Written by Ashley Burns / 10.14.11

Even as the Miami Dolphins are 0-4 and most fans – this handsome blogger included – are leaning toward the “Suck for Luck” campaign, there are two immediate roadblocks to a 0-16 season. First, most professional athletes are too proud to purposely play for a winless season. Just ask Dwight Freeney, who recently proclaimed that the Colts won’t suck for anyone. Second, no matter how bad they are, the Dolphins always play to win against the New York Jets. Just ask Brandon Marshall, who vows to play like a monster when the two teams meet on Monday Night Football.
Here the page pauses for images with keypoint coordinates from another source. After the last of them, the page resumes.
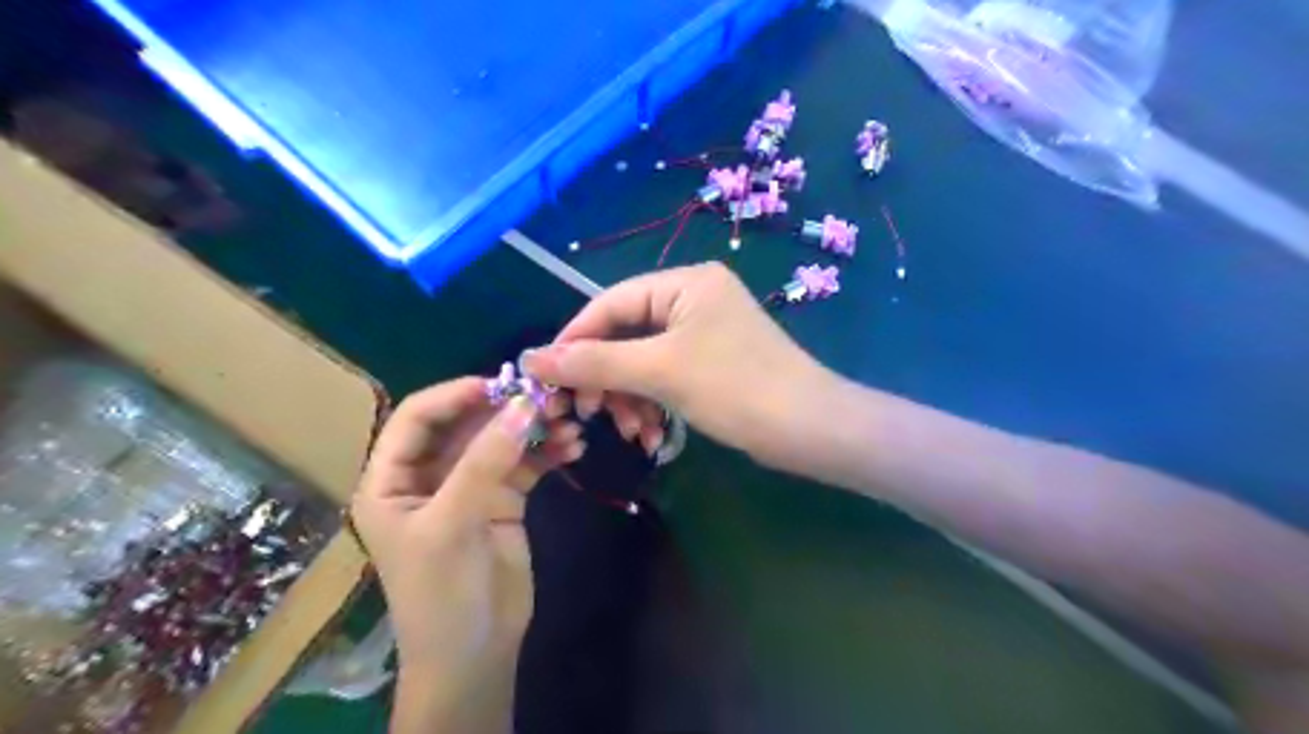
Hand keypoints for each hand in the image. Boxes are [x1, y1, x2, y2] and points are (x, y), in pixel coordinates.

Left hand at [352, 380, 586, 729]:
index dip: (457, 395)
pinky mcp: (504, 500)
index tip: (502, 384)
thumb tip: (523, 405)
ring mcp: (470, 486)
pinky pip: (527, 463)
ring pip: (502, 440)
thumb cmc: (441, 593)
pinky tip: (574, 446)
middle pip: (467, 424)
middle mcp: (430, 475)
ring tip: (570, 422)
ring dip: (535, 428)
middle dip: (507, 409)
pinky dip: (549, 451)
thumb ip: (484, 462)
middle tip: (550, 397)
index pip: (418, 417)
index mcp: (393, 479)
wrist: (475, 653)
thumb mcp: (452, 524)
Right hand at [522, 263, 825, 470]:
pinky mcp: (713, 362)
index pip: (611, 301)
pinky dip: (653, 403)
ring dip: (629, 396)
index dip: (575, 338)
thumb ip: (593, 363)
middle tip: (589, 413)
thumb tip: (530, 358)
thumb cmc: (735, 387)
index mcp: (685, 283)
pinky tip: (649, 435)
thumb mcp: (659, 372)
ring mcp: (705, 331)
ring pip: (644, 359)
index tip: (547, 376)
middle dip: (607, 377)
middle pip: (627, 332)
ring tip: (629, 432)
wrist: (809, 429)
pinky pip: (666, 375)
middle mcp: (694, 298)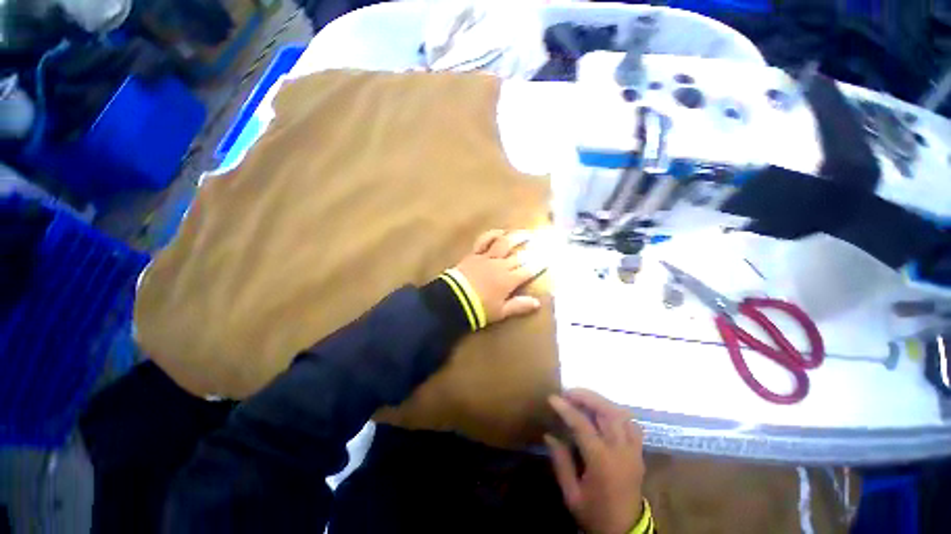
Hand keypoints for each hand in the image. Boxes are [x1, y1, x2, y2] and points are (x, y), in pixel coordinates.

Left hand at [453, 229, 542, 324]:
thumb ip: (519, 306)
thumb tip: (537, 303)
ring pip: (505, 244)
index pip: (528, 271)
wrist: (454, 299)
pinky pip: (484, 241)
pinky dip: (492, 235)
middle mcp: (501, 266)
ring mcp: (487, 257)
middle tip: (542, 244)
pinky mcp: (475, 254)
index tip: (548, 259)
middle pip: (519, 256)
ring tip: (526, 234)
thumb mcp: (501, 312)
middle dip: (532, 251)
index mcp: (509, 280)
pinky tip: (500, 232)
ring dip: (517, 238)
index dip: (539, 265)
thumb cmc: (479, 308)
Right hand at [546, 389, 645, 533]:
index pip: (583, 425)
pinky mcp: (639, 454)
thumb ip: (561, 462)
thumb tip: (549, 436)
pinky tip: (603, 414)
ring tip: (583, 399)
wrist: (625, 533)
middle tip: (569, 393)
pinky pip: (632, 425)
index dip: (566, 409)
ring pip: (622, 414)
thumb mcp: (571, 494)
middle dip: (587, 396)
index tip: (552, 398)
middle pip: (608, 412)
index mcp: (602, 462)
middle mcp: (621, 451)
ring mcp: (634, 451)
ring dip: (601, 402)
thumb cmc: (595, 514)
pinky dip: (617, 414)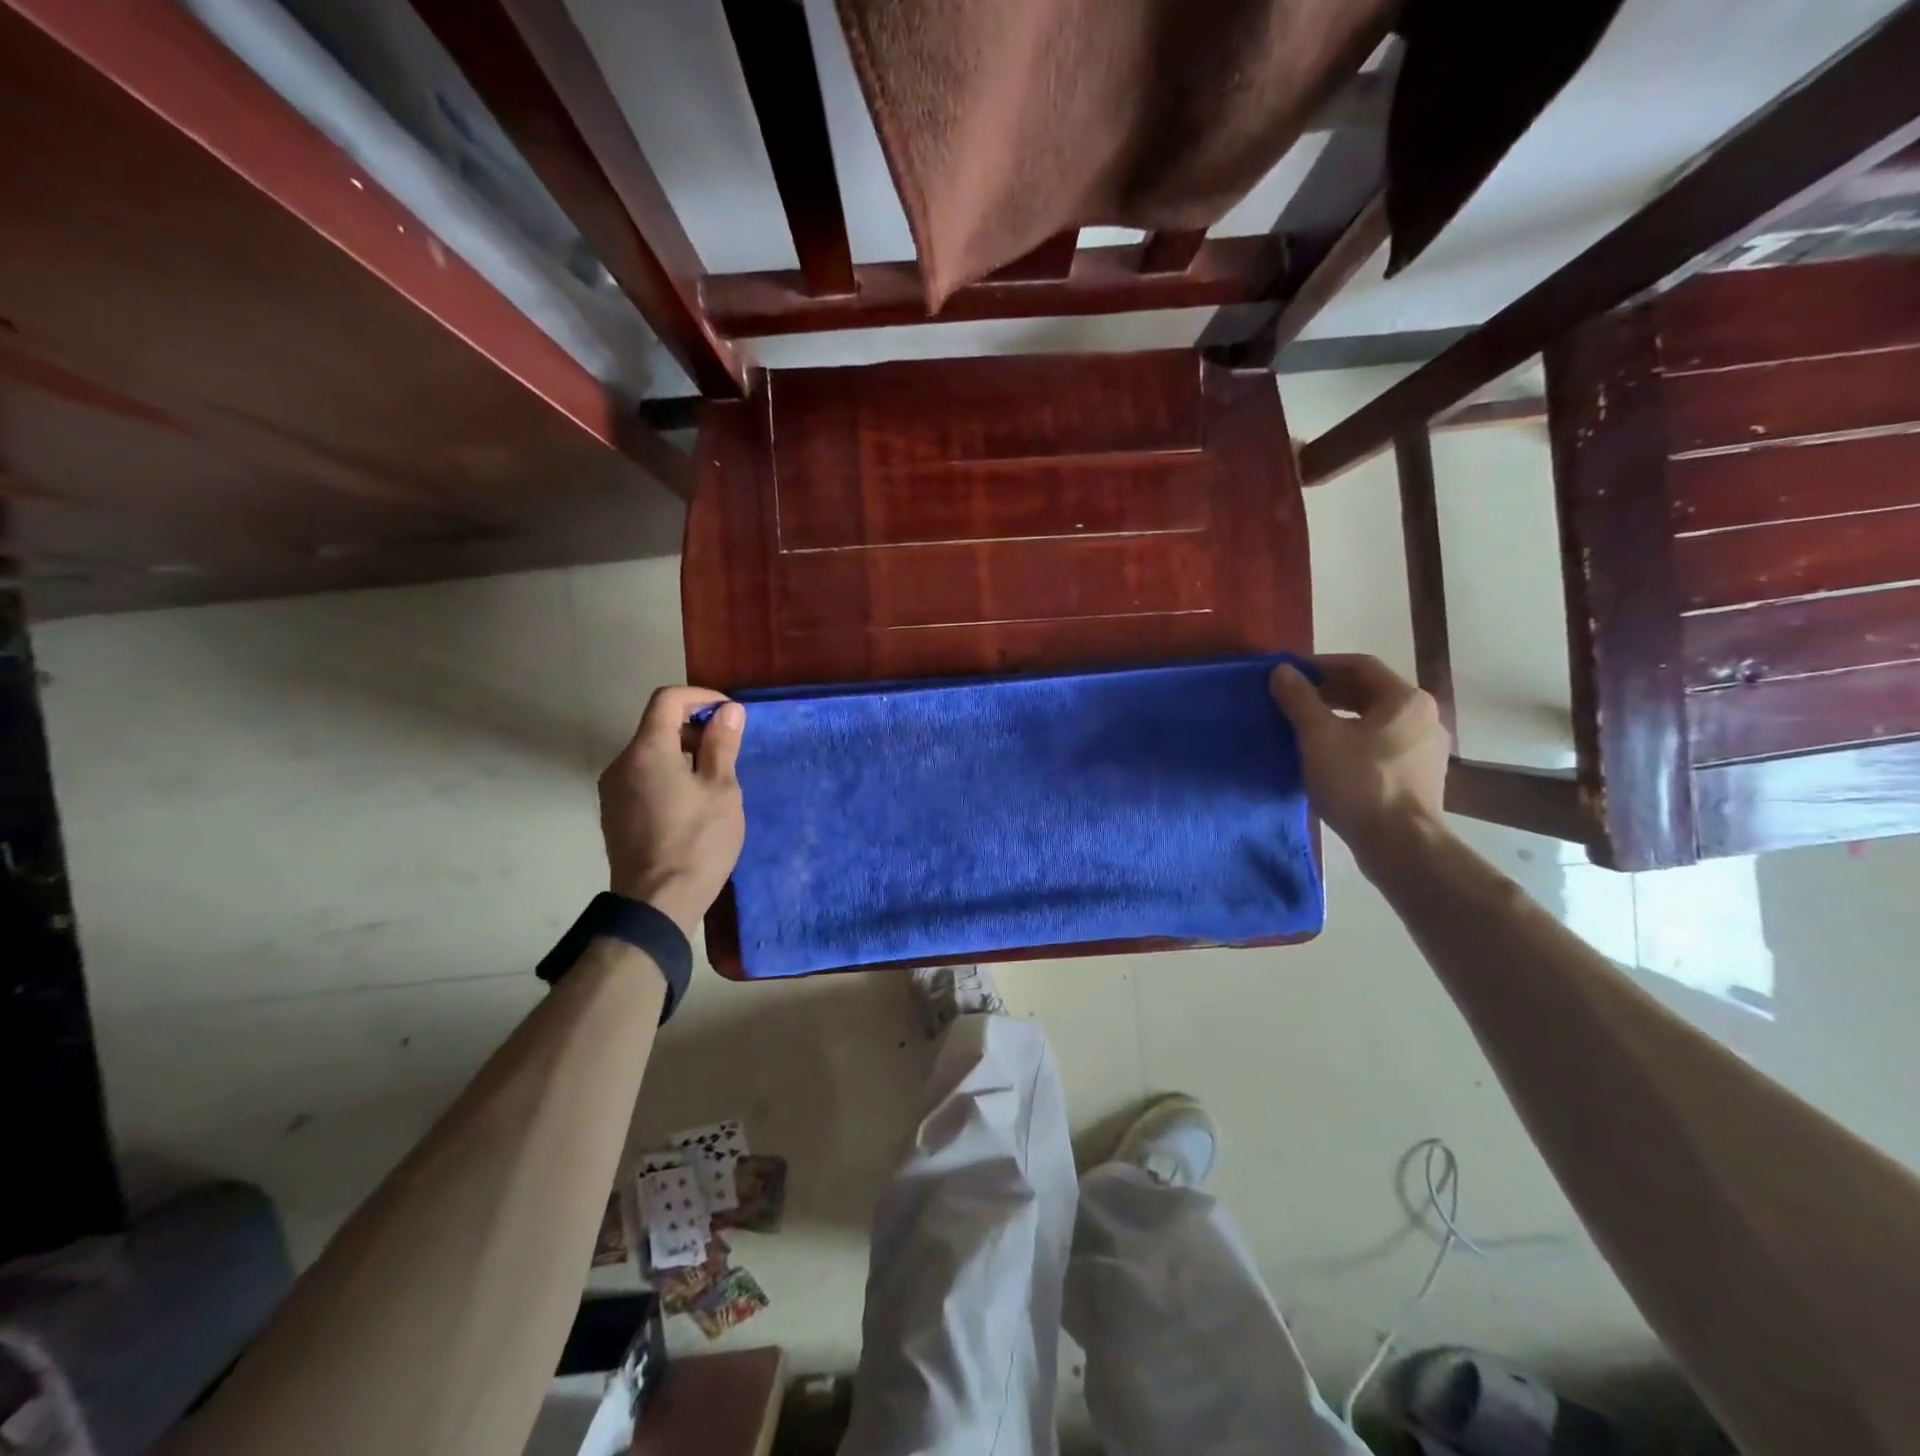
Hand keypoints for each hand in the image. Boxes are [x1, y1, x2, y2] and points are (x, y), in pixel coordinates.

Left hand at [599, 687, 745, 937]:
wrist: (656, 904)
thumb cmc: (697, 842)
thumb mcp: (721, 790)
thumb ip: (721, 745)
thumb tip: (728, 711)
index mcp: (648, 750)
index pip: (668, 700)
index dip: (701, 697)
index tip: (729, 714)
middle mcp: (622, 763)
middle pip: (656, 726)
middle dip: (694, 728)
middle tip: (728, 750)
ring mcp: (613, 790)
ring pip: (650, 753)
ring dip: (682, 753)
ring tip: (714, 780)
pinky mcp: (614, 814)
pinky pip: (642, 778)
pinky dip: (667, 774)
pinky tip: (691, 803)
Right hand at [1268, 655, 1450, 861]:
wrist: (1400, 845)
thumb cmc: (1359, 782)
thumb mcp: (1319, 737)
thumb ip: (1299, 699)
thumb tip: (1282, 670)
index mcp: (1406, 699)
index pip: (1360, 665)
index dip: (1321, 665)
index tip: (1289, 675)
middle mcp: (1423, 718)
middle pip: (1369, 692)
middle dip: (1328, 692)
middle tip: (1291, 701)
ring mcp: (1425, 749)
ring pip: (1375, 721)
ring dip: (1338, 718)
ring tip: (1304, 728)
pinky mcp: (1419, 777)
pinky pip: (1381, 746)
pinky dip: (1353, 741)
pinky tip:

“I think the past four games have been tough for me, trying to control some things, and, hey man, I’m just going to let it out,” Marshall said of his emotions.

“I don’t care if I have two, three cameras on me. I don’t care if I have penalties. It doesn’t matter; I’m going to let it all out. I don’t care what you guys write or what the commentators say. I’m just going to play football. That’s what I’m best at. I’m best when I play emotional. I’m best when I play with passion. You guys are going to see that on Monday Night Football. I don’t know if it’s throwing a football 15 yards in the bleachers, or getting a 15-yarder [penalty], or punting the ball and getting thrown out of the game. But something is going to happen. I’ll probably get kicked out after the second quarter.”

(Via the Miami Herald)

Memo to B-Marsh from fantasy football enthusiasts: Please don’t.

So is the oft-angry underachiever serious? You bet your scarred stomach he is.